Furthermore, Argentina's gas crisis has revitalized other hydropower projects in Chile. In 2007–8, Chilean power generator Colbun completed three hydroelectric projects, the 70 MW Quilleco plant on the Laja River and the Chiburgo and Homito plants, with 19 MW and 65 MW generation capacity respectively. In addition, in 2007 Endesa started operating the 32 MW Palmucho plant, which is to work in conjunction with Ralco's facility. Finally, Australia's Pacific Hydro and Norway's SN Power Invest are developing the 155 MW La Higuera and the 156 MW La Confluencia hydroelectric plants on the Tinguiririca River. The controversial 2,750 MW HidroAysén project was cancelled in 2014.

=== Solar power ===

At the end of 2021 Chile was the 22nd country in the world in terms of installed solar energy (4.4 GW).

As noted above, solar power has surged, with 3.104 GW installed capacity and 2.801 GW under construction in July 2020. At a power auction in October 2015, three solar generators offered power at $65 to $68 per MWh and two wind farms offered power at $79 per MWh, vs. coal power offered at $85 per MWh, and an average price of $104.3 per MWh at an auction in 2008 with no wind or solar power offered. In the August 2016 auction, the Spanish company Solarpack was one of the winners with a proposal to sell power beginning in 2021 from a new 120 MW solar facility, Granja Solar, at $29.1 per MWh, an international record low price at the time. On March 2, 2020, Solarpack began supplying power from Granja Solar, 10 months early; rated at 123MW, this raised Solarpack's current Chilean capacity to 181MW.

=== Wind and geothermal ===
At the end of 2021 Chile was the 28th country in the world in terms of installed wind energy (3.1 GW).

In the year 2008, wind power amounted to 0.05% of the total electricity generation, but was projected to grow rapidly in coming years. By August 2020 2,242 MW, 8.8% of the National Electric System's installed generating capacity, was wind power, and wind power was also 25.6% of the 5,990 MW in additional capacity currently under construction. Because southern Chile receives prevailing westerlies of the roaring forties and furious fifties, it has some of the most promising wind power potential in the world.

At the turn of the century, there was increasing interest in the country's geothermal potential. In 2006, after a surveying campaign, a consortium formed by the National Petroleum Company (ENAP) and Enel requested a concession to develop geothermal resources in the El Tatio region in the North.
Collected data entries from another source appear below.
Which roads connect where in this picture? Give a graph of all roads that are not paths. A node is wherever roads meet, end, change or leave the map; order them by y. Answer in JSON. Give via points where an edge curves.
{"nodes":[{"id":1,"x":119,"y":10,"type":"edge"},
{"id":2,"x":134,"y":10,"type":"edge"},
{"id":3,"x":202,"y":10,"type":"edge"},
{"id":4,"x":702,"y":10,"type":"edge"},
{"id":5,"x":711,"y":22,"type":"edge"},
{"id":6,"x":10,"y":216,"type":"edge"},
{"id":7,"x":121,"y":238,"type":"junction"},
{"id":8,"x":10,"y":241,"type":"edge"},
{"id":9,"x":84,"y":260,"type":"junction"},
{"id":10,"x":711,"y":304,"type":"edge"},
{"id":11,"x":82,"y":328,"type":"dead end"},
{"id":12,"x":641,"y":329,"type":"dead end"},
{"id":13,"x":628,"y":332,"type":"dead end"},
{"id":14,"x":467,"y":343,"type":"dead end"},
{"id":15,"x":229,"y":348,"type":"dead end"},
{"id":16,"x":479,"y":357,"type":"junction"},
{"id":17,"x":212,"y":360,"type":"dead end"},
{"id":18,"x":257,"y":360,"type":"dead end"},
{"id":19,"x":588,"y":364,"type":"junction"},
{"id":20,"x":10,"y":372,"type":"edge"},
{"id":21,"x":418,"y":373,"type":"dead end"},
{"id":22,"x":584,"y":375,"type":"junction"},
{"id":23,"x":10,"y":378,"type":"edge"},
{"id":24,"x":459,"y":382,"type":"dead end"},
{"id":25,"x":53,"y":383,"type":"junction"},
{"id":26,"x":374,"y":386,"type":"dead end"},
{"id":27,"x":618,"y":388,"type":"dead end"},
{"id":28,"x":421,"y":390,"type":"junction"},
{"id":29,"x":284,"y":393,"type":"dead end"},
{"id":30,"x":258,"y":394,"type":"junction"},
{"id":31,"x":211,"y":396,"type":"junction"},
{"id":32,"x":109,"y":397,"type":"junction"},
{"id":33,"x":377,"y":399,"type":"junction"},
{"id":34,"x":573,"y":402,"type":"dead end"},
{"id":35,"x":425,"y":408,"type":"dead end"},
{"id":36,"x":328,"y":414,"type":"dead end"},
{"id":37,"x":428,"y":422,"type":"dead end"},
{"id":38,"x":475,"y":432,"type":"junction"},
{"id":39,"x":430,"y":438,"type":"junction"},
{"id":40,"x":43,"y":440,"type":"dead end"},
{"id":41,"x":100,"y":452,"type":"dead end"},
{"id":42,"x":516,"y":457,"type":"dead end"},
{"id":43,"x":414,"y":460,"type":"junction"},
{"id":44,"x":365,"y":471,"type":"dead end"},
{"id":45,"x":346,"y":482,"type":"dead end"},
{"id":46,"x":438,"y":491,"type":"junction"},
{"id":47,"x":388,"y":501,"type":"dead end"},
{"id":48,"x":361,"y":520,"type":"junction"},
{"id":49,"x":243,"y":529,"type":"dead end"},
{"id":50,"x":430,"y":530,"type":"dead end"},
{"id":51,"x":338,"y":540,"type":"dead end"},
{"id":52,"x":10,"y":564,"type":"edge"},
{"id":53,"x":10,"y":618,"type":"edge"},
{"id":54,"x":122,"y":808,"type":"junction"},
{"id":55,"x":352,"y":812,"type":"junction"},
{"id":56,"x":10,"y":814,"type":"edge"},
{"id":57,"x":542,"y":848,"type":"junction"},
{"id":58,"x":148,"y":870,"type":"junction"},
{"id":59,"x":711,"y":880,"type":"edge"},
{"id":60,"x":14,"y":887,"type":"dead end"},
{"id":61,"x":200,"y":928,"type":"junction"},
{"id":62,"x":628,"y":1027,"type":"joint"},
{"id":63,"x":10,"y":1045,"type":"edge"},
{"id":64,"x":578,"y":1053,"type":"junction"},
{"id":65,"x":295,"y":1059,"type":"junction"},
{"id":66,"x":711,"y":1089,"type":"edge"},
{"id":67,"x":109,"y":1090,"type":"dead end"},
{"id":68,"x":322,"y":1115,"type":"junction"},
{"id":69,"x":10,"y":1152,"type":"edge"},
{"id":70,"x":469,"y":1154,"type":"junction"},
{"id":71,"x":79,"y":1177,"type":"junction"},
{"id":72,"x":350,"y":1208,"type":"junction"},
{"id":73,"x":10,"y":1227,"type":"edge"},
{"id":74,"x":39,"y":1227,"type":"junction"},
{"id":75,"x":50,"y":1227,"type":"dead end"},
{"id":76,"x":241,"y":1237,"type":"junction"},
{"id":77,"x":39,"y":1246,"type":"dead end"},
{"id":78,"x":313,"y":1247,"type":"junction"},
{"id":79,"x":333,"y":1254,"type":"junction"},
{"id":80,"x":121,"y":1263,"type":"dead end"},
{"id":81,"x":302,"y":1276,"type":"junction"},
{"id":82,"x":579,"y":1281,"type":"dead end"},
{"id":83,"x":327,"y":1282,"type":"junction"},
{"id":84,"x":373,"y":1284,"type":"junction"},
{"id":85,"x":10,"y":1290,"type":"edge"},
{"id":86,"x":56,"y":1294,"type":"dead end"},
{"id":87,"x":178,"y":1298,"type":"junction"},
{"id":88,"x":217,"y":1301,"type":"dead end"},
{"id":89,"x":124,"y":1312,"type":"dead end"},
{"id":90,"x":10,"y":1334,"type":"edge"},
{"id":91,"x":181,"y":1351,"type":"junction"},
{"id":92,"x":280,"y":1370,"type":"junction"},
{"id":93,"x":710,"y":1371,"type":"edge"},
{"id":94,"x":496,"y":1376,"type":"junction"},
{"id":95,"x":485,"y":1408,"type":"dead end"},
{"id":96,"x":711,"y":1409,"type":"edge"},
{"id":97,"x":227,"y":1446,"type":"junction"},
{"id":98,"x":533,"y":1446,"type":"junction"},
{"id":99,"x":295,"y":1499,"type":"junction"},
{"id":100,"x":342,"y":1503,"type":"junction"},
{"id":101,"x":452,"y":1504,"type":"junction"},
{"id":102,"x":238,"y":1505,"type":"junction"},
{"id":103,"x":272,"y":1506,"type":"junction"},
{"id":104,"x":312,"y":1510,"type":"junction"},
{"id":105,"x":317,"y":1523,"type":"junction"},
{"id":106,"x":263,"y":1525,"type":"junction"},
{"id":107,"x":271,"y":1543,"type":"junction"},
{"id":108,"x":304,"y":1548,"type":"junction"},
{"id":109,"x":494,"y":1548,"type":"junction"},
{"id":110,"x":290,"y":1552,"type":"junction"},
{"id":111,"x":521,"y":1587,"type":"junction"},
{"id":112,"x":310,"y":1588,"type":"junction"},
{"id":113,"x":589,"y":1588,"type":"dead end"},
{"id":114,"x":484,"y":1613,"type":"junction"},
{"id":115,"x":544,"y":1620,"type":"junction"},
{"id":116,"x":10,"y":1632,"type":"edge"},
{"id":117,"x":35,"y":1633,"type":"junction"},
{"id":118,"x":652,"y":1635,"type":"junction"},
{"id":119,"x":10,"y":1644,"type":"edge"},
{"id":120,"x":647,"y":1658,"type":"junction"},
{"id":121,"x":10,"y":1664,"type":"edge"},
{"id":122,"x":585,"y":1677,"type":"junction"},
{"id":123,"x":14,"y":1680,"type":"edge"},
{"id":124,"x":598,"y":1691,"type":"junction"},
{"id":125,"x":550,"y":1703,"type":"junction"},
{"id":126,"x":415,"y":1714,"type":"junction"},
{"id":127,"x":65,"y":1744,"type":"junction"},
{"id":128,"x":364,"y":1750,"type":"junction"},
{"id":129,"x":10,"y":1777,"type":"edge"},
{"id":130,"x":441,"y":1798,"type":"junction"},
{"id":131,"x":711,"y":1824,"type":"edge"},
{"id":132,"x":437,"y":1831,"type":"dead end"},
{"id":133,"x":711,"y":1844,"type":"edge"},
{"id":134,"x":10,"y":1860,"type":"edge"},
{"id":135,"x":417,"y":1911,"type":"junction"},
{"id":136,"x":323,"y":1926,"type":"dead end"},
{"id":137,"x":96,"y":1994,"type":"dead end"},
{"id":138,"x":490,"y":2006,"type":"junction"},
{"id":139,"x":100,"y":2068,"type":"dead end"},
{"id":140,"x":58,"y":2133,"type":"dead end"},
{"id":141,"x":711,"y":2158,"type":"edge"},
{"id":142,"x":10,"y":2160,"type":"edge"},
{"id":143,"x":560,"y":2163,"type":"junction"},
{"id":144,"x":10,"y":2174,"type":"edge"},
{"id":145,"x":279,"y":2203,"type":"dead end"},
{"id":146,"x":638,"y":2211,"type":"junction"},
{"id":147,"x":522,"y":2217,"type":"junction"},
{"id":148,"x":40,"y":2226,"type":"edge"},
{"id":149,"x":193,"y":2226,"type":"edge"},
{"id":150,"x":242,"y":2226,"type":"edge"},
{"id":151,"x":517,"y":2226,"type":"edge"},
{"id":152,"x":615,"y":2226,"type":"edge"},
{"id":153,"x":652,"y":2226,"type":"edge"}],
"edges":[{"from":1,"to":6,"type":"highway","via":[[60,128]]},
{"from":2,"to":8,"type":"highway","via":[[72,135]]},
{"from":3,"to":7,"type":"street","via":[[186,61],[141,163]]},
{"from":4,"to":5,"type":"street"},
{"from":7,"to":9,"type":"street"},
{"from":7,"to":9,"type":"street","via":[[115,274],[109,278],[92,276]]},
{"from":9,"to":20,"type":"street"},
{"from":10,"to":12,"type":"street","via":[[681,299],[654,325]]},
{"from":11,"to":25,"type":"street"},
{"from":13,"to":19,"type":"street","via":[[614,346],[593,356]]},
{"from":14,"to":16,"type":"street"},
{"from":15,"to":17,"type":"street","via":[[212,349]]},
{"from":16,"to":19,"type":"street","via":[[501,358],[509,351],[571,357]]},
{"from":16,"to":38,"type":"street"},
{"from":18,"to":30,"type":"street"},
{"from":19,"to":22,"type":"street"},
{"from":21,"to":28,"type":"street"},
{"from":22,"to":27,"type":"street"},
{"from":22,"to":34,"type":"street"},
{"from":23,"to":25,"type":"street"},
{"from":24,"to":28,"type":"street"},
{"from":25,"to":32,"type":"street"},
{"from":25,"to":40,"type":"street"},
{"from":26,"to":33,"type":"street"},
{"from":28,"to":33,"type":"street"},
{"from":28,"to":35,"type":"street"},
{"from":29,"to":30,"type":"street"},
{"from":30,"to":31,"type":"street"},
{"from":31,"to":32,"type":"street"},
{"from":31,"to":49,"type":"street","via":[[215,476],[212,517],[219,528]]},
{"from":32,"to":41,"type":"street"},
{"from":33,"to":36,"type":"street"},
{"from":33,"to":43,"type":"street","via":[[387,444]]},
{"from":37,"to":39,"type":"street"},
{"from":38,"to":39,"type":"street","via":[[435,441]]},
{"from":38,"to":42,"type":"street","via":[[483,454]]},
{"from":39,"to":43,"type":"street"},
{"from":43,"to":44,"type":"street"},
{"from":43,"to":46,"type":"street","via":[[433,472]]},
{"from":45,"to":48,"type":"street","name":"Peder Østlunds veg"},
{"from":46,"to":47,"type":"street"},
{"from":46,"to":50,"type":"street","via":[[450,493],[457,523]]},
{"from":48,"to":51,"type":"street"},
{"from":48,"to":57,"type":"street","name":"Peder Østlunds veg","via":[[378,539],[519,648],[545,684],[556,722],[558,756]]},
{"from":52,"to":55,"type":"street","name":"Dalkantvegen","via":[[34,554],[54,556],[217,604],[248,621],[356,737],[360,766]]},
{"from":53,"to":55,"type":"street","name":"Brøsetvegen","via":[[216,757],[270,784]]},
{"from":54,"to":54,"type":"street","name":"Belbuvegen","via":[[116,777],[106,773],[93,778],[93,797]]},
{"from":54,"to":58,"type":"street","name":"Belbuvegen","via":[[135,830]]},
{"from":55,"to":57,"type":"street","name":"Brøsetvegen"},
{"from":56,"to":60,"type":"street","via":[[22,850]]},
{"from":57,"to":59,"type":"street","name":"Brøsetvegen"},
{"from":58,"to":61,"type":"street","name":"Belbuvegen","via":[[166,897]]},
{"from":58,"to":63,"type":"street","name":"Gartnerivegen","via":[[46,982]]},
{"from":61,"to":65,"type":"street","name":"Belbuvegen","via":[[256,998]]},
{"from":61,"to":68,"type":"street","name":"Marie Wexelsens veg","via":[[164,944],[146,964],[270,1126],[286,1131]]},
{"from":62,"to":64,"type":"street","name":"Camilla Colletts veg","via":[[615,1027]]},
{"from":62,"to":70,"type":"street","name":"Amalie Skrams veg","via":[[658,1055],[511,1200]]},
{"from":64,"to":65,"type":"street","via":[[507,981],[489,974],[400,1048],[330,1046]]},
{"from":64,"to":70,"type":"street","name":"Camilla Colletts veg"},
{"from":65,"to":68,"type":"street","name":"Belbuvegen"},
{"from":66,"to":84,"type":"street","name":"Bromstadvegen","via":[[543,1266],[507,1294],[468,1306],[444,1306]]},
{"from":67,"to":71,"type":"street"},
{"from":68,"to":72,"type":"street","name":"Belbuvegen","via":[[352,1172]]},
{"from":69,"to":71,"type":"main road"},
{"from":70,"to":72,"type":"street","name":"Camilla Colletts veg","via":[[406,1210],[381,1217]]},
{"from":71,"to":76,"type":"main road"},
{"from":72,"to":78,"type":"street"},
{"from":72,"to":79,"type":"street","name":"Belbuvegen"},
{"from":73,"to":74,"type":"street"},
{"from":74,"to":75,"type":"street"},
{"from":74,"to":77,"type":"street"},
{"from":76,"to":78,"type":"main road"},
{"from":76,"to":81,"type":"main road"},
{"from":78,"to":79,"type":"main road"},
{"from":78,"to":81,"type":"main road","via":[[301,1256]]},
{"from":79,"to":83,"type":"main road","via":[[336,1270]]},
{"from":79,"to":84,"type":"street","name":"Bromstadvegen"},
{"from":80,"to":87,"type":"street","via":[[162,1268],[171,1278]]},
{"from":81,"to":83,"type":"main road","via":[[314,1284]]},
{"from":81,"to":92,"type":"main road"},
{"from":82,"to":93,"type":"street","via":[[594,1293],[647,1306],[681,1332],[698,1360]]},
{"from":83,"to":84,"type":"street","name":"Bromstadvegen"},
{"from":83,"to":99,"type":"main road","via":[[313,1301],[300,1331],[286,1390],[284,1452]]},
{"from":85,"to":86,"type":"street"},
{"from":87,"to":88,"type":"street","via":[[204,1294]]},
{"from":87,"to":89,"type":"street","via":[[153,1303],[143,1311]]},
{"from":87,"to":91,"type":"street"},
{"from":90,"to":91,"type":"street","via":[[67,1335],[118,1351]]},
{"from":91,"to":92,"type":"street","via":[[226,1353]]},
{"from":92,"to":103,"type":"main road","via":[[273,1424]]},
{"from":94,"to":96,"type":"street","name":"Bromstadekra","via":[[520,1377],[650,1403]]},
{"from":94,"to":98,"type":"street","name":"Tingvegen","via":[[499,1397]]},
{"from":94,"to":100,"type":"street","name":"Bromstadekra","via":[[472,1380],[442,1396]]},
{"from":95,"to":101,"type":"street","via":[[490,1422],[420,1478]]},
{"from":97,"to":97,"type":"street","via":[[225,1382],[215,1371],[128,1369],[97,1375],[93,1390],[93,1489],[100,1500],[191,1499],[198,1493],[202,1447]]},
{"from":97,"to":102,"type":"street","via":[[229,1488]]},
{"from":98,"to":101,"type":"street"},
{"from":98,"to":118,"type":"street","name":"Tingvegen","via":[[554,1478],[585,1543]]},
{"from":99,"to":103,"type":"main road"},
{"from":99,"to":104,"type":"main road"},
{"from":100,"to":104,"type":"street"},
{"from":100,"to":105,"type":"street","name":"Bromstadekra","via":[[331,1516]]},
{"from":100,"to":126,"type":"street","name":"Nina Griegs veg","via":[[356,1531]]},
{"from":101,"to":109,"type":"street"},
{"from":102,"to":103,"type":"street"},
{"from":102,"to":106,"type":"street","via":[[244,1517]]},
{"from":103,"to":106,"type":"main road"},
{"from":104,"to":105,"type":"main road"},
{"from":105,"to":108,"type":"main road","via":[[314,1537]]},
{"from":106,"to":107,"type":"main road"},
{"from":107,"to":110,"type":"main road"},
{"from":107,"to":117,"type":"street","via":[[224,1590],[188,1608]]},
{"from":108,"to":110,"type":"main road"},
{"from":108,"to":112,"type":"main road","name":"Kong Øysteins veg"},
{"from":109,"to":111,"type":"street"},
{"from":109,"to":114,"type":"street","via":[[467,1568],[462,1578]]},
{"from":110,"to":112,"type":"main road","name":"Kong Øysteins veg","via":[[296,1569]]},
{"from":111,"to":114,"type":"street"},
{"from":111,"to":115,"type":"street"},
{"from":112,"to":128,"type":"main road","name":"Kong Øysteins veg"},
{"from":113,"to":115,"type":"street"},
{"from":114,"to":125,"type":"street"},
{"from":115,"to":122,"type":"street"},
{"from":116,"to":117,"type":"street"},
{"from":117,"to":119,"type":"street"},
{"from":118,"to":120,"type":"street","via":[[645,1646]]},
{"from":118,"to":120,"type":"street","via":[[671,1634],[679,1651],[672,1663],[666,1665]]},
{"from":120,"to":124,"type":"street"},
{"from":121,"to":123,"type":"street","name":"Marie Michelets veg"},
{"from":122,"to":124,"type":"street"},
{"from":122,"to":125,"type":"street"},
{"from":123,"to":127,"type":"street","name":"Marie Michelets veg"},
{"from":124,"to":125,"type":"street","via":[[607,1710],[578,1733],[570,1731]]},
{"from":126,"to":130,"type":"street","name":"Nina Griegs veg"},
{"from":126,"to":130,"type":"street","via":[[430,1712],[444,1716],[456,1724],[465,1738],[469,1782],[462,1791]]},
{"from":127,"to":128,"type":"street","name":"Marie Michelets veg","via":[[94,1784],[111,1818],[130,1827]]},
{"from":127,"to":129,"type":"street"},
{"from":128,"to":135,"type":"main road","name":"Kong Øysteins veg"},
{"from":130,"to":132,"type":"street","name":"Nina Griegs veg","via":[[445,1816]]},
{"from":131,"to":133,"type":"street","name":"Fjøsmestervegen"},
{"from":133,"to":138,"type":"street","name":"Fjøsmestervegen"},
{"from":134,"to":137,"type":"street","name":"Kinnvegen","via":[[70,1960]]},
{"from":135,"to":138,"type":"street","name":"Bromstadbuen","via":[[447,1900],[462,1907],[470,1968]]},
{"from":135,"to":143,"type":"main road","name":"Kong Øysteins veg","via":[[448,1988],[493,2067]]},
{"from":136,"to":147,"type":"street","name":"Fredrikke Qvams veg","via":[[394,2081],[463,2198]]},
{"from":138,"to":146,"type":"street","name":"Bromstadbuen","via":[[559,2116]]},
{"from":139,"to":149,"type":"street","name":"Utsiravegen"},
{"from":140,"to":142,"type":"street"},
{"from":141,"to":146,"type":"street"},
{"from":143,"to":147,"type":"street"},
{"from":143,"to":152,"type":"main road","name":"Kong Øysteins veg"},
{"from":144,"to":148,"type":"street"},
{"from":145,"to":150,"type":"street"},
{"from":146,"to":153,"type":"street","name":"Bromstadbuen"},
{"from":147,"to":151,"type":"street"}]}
In August 2020 Chile had 45 MW of installed geothermal generating capacity, 0.2% of the national generating capacity.

== History of the electricity sector ==

=== Electricity sector reform of 1982 ===

Chile represents the world's longest running comprehensive electricity reform in the post-World War II period. The reform was led by the 1982 Electricity Act, which is still the most important law regulating the organization of the electricity sector in the country. The reform was similar to the UK's model and started with vertical and horizontal unbundling of generation, transmission and distribution in 1981. According to Cambridge economist Michael Pollitt, the reform is widely regarded as a successful example of electricity reform in a developing country and has been used as a model for other privatizations in Latin America and around the world.

In the period 1970–73, Salvador Allende's government had undertaken a process of nationalization of many large companies, including utilities and banks. By 1974, inflation, high fuel prices and price controls had led to large losses and lack of investment in electric utilities, which were then under public ownership. The subsequent military dictatorship, under Augusto Pinochet, decided to reorganize the sector through the introduction of a different economic discipline. The government returned large state owned companies, including electricity, to their previous owners, an action that was followed by improving rates of return on capital. In addition, the 1985 reform of the Chilean pension fund system, which operated through Pension Fund Management Companies (AFPs), preceded the privatization of utilities, which began in 1986. By the end of the 1990s, foreign firms had gained majority ownership of the Chilean electricity system.

During the initial restructuring of the electricity industry Endesa, a state-owned company since 1944, was divided into 14 companies. Before the division Endesa had extensive generation, transmission and distribution assets throughout the country. The companies generated from Endesa's division included 6 generation companies (including Endesa and Colbun), 6 distribution companies and 2 small isolated generation and distribution companies in the South. Chilectra, privately owned since 1970, was split into 3 firms: a generation company (Gener) and two distribution companies.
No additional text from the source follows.